Each line of the listing that includes the string "Euclid" is to be identified and copied.
◆ ◆ ◆ ◆ ◆
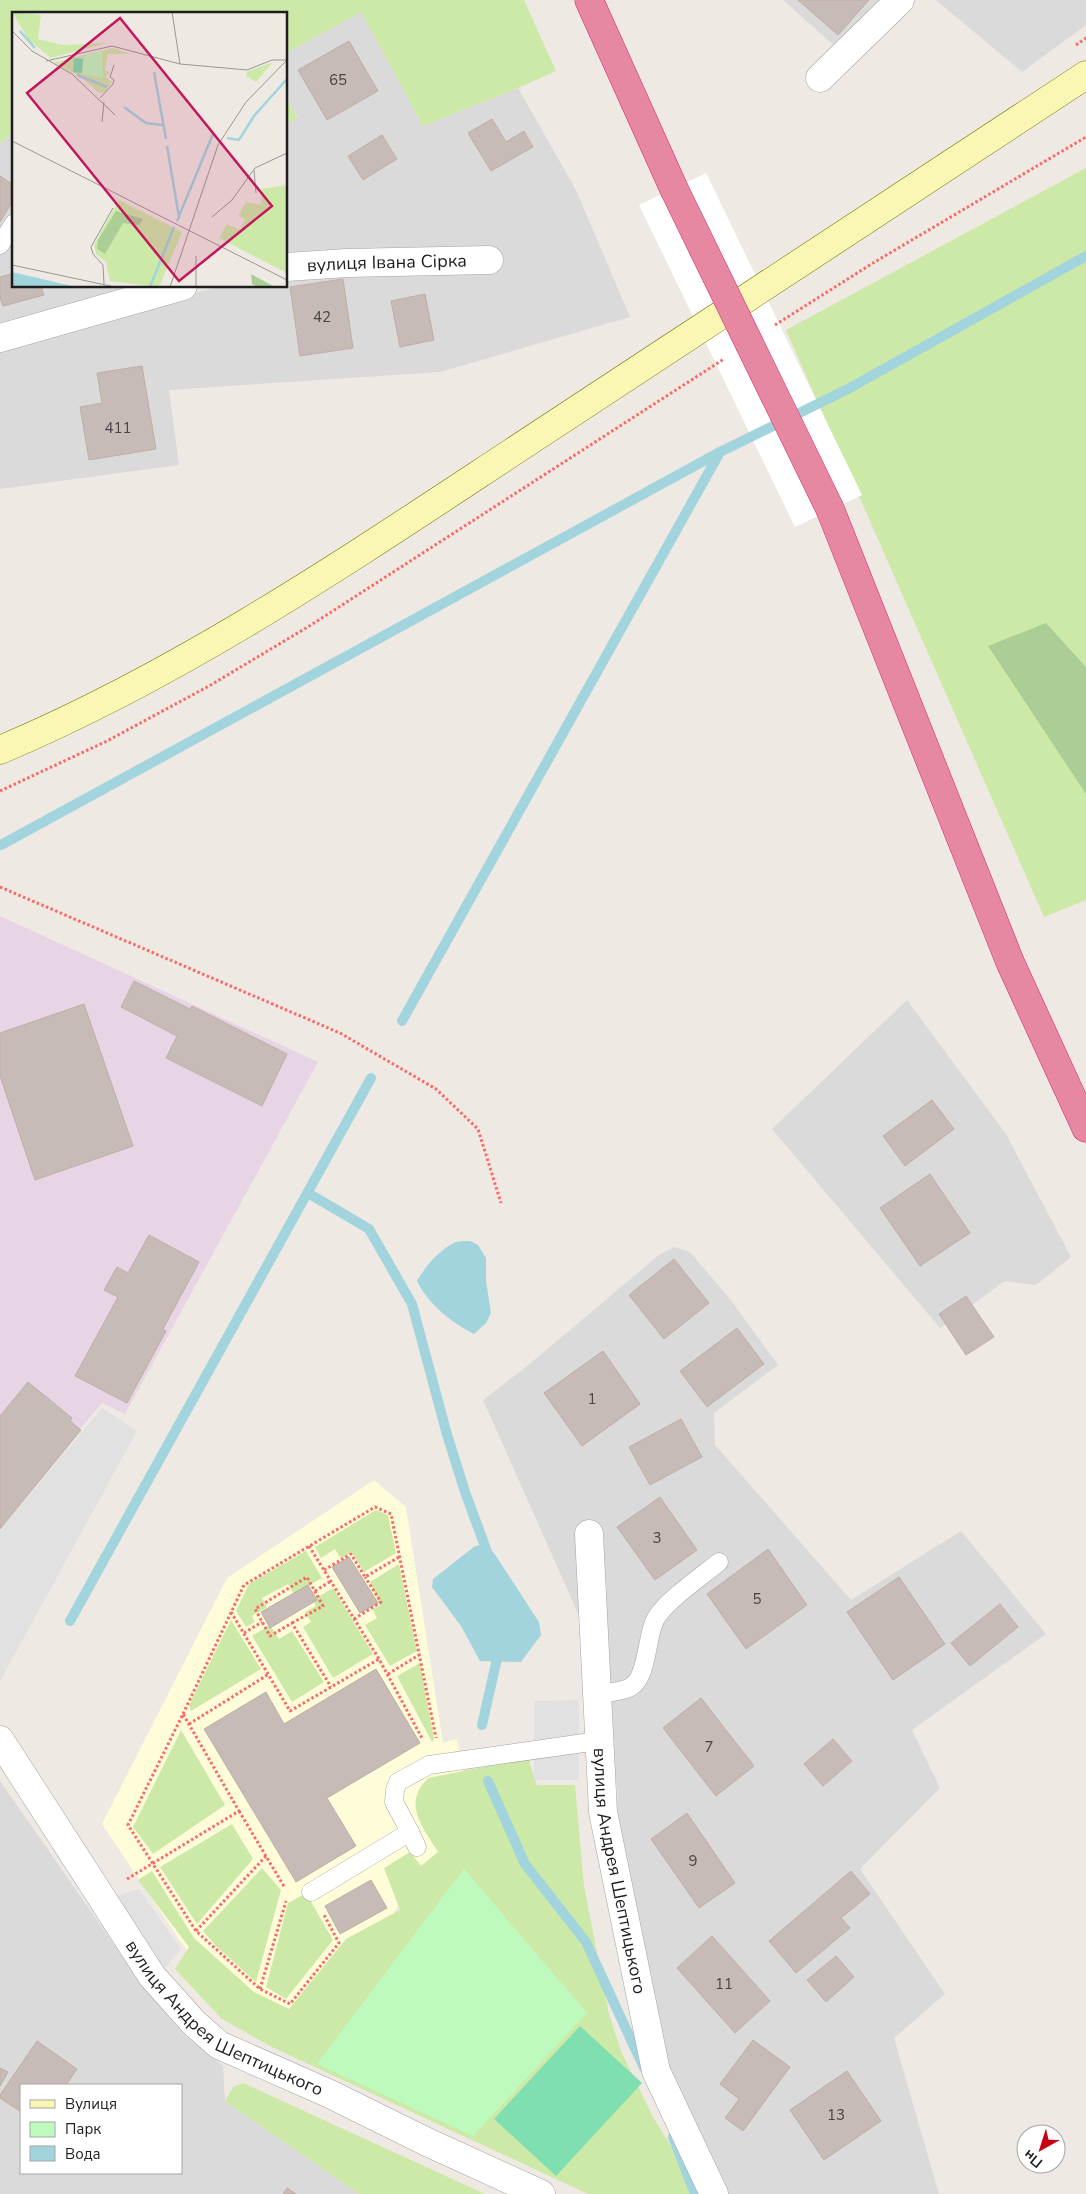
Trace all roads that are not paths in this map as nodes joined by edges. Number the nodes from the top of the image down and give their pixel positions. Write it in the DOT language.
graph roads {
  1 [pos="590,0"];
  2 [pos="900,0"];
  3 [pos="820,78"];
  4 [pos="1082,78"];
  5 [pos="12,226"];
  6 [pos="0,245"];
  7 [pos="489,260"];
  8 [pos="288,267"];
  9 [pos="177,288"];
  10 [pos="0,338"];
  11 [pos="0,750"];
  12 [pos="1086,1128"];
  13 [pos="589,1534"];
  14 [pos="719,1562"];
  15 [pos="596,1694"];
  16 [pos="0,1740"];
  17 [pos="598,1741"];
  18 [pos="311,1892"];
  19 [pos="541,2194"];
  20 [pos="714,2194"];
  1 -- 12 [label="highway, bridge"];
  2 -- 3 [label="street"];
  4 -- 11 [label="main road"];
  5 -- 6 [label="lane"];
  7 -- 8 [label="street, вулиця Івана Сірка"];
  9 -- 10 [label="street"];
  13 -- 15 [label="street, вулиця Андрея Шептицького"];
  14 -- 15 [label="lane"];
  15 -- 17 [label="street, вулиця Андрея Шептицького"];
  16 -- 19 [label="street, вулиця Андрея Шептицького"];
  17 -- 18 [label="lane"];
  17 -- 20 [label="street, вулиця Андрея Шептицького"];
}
◆ ◆ ◆ ◆ ◆
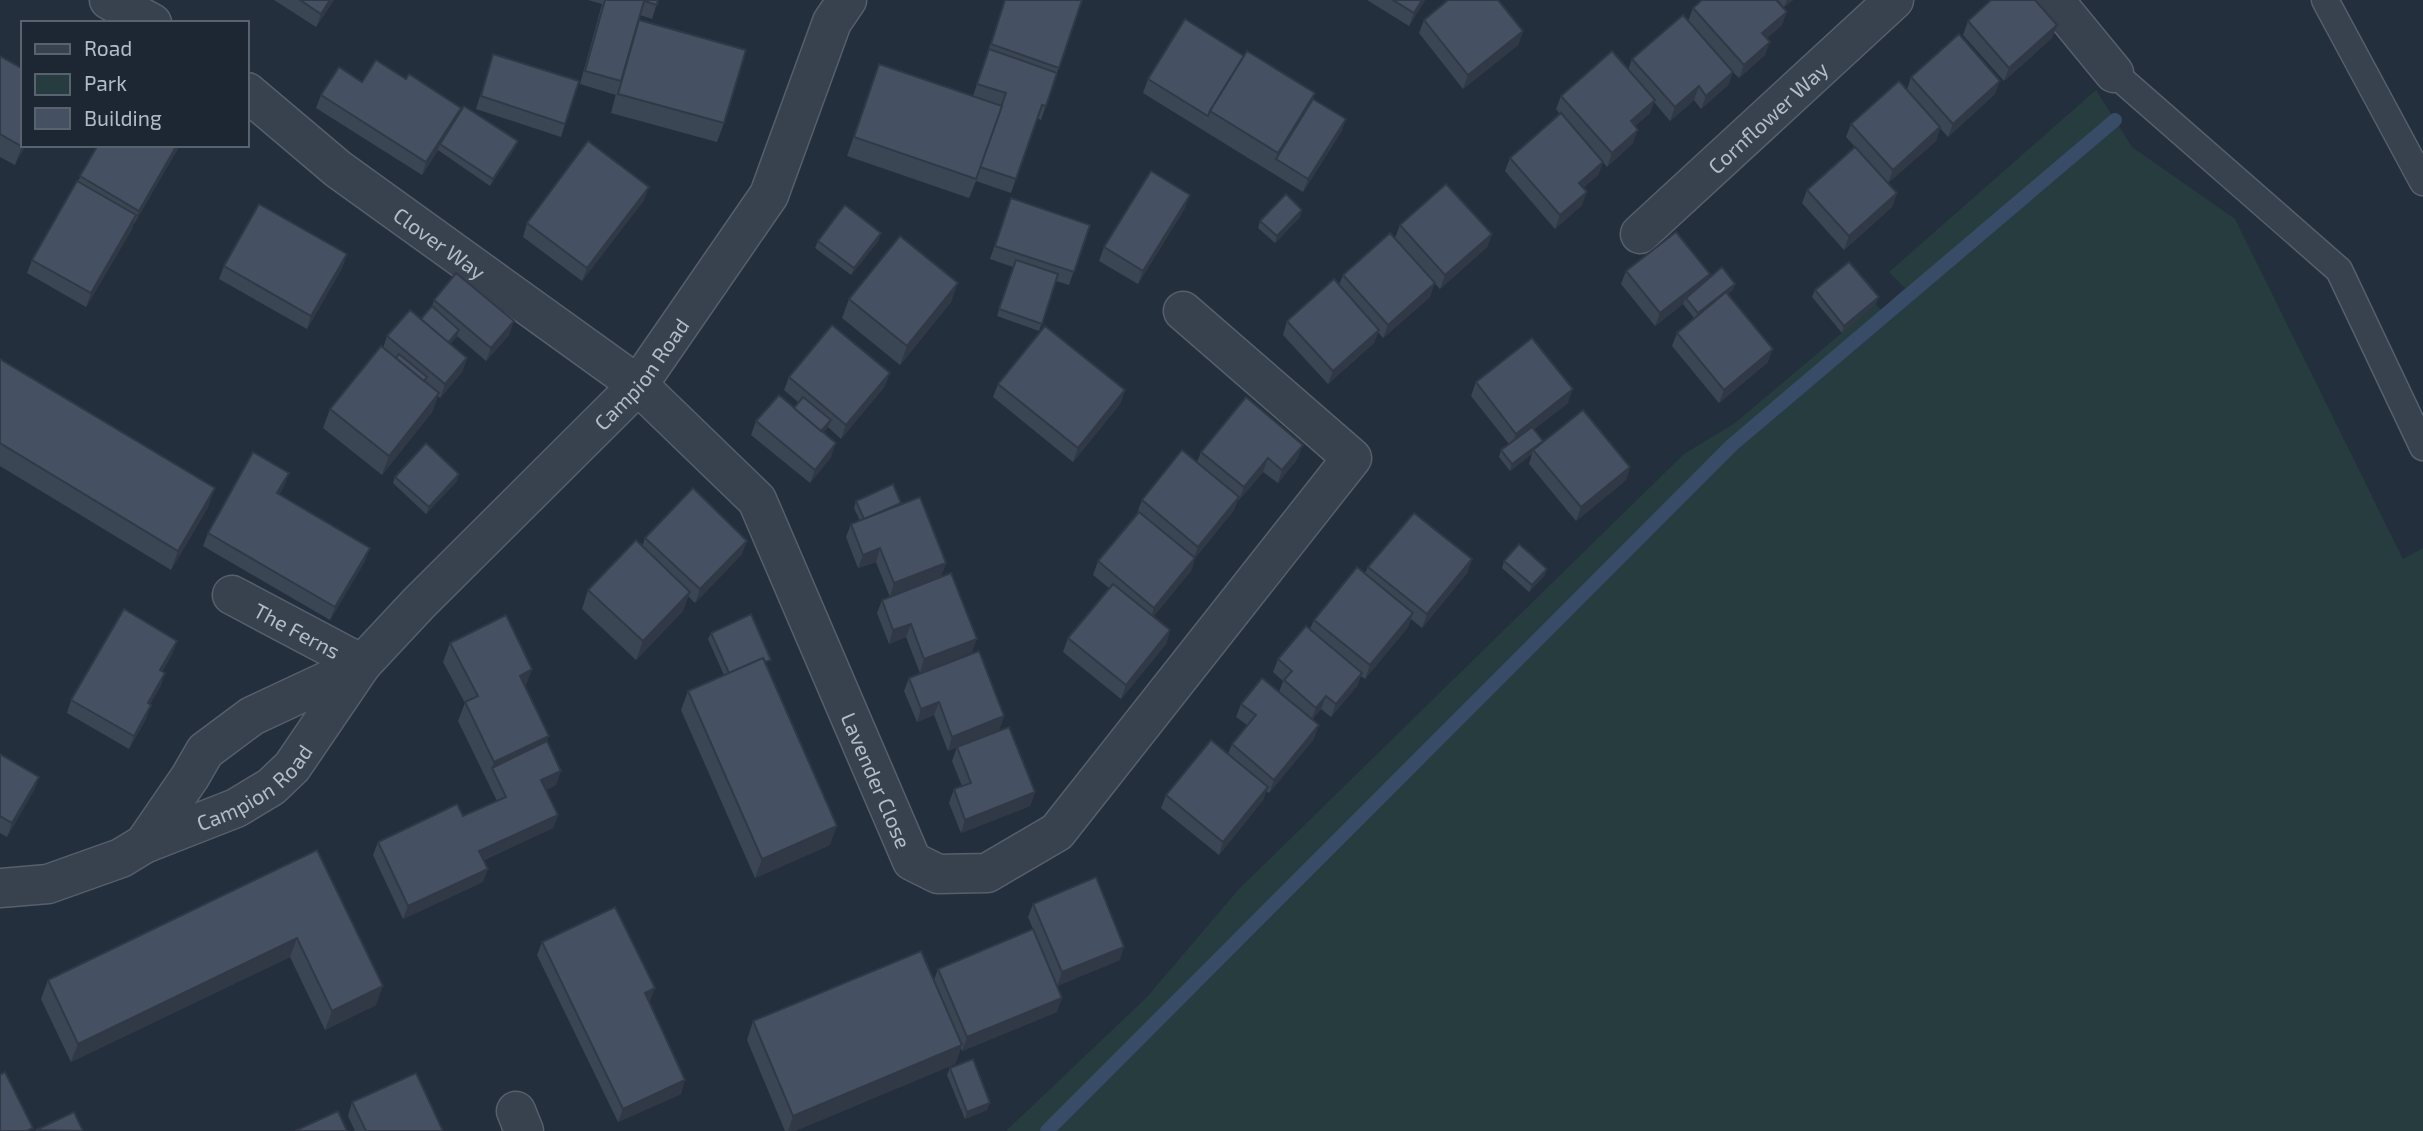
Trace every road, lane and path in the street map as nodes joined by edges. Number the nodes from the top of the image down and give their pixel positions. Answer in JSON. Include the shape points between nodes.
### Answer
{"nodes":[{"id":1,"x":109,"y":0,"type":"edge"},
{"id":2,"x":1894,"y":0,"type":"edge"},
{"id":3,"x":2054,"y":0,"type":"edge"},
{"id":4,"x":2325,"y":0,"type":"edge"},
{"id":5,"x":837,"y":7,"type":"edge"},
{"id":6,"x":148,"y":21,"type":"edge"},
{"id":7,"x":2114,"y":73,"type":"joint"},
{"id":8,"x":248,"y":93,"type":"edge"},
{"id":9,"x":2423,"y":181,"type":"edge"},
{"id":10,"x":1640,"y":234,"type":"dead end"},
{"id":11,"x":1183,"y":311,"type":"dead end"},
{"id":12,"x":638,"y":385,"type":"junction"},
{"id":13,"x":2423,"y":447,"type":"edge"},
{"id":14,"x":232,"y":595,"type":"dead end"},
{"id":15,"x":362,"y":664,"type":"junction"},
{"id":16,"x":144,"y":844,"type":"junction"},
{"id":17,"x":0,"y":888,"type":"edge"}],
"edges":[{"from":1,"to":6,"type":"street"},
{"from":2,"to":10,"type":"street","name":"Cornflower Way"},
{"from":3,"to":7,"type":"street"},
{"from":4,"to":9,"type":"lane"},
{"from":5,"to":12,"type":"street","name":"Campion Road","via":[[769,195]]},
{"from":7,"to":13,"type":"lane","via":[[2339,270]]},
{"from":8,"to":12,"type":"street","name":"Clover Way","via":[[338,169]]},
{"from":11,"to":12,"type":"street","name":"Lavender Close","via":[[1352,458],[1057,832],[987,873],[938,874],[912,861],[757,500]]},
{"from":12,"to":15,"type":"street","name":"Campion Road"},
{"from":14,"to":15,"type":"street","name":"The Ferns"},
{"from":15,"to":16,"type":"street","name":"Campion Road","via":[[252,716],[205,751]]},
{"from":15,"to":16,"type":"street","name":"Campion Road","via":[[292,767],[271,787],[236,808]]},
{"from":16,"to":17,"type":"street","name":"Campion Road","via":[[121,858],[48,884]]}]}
◆ ◆ ◆ ◆ ◆
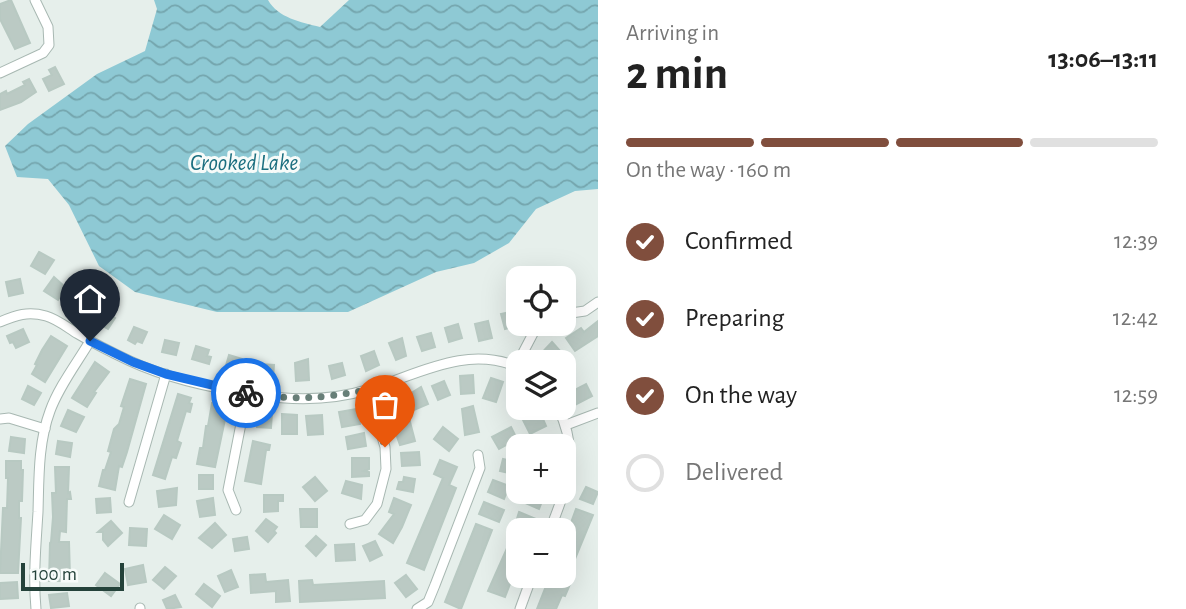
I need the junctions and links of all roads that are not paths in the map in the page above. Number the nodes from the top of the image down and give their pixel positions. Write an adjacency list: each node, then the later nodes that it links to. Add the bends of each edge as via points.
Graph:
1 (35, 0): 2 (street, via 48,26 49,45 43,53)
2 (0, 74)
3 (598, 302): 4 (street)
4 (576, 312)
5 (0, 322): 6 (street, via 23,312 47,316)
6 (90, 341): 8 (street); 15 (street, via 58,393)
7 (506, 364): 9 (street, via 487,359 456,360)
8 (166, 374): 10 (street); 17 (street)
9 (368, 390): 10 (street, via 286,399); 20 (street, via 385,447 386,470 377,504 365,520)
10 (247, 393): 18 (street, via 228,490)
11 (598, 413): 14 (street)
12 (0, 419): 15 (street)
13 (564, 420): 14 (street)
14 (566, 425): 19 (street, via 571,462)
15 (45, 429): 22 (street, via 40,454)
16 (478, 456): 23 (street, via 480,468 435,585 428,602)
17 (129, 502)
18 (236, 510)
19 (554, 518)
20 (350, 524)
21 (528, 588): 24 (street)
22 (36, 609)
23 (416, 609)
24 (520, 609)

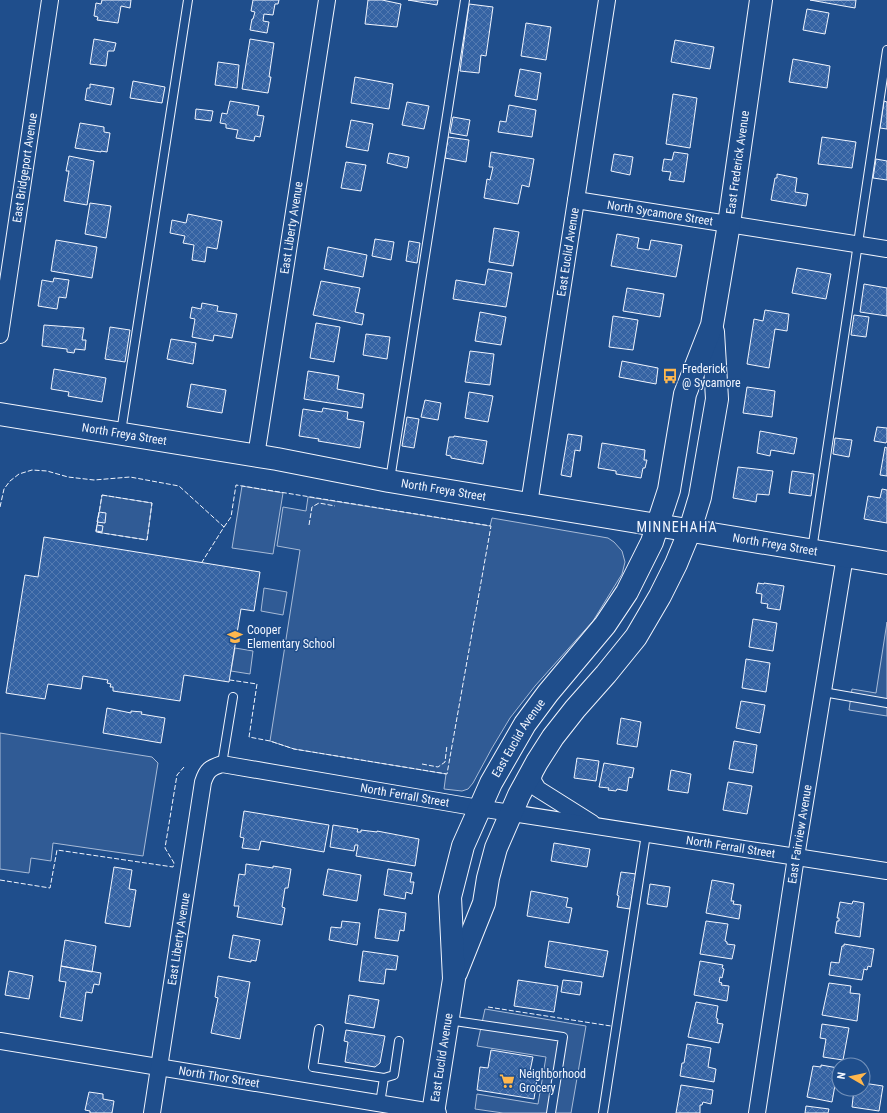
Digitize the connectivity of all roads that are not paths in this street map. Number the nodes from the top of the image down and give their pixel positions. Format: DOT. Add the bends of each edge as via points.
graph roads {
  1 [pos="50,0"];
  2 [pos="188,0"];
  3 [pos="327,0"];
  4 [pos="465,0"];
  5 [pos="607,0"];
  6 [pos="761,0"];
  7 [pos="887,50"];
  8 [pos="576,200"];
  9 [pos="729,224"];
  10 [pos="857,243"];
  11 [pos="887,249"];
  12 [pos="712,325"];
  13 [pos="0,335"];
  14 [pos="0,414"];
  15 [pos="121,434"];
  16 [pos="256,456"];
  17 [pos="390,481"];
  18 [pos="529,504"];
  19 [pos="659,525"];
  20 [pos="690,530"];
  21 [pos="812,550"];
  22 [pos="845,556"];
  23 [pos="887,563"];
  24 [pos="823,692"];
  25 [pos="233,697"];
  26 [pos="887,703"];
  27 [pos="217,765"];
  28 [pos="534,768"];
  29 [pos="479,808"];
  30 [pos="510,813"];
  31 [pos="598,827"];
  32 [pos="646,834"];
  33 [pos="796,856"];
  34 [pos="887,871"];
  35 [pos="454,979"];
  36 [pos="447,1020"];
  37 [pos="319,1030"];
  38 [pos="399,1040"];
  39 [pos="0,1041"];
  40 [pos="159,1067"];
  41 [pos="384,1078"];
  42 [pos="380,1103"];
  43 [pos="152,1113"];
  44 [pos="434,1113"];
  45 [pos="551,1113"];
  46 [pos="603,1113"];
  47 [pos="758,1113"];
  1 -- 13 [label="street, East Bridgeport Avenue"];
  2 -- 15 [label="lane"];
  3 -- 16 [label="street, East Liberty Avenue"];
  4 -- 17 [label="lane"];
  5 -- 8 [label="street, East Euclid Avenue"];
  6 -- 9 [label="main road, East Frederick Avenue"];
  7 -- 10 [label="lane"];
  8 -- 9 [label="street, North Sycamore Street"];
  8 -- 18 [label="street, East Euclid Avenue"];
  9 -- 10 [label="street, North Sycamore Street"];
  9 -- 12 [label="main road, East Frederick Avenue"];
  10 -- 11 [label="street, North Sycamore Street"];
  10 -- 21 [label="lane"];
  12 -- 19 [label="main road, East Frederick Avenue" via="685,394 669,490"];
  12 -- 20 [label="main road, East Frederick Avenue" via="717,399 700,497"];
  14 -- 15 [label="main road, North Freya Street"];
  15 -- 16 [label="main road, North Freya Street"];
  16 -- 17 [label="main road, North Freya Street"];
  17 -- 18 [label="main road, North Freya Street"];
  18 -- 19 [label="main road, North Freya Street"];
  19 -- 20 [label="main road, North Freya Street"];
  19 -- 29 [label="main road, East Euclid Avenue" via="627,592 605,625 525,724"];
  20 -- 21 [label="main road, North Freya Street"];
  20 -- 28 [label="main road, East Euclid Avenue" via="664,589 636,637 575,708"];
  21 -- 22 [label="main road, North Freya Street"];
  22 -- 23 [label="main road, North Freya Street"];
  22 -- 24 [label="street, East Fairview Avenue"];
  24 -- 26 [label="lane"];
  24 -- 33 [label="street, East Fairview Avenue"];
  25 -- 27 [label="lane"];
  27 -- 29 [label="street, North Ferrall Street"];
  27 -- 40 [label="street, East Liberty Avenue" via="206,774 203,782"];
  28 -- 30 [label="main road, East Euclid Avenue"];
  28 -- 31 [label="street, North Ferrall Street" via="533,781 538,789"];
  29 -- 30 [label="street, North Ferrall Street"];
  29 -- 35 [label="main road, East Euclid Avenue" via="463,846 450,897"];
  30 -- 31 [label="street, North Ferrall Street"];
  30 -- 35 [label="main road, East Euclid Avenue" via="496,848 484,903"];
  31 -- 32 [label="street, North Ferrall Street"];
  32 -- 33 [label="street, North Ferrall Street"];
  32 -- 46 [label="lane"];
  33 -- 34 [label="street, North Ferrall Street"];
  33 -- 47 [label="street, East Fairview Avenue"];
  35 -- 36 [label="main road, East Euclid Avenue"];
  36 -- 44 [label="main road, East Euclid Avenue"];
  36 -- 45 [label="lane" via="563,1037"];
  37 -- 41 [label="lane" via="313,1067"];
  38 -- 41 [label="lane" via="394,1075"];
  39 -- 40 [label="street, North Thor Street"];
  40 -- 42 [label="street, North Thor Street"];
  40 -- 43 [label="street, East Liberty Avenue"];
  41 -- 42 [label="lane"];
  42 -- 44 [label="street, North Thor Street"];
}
◆ ◆ ◆ ◆ ◆
Result for this exercise:
  5 -- 8 [label="street, East Euclid Avenue"];
  8 -- 18 [label="street, East Euclid Avenue"];
  19 -- 29 [label="main road, East Euclid Avenue" via="627,592 605,625 525,724"];
  20 -- 28 [label="main road, East Euclid Avenue" via="664,589 636,637 575,708"];
  28 -- 30 [label="main road, East Euclid Avenue"];
  29 -- 35 [label="main road, East Euclid Avenue" via="463,846 450,897"];
  30 -- 35 [label="main road, East Euclid Avenue" via="496,848 484,903"];
  35 -- 36 [label="main road, East Euclid Avenue"];
  36 -- 44 [label="main road, East Euclid Avenue"];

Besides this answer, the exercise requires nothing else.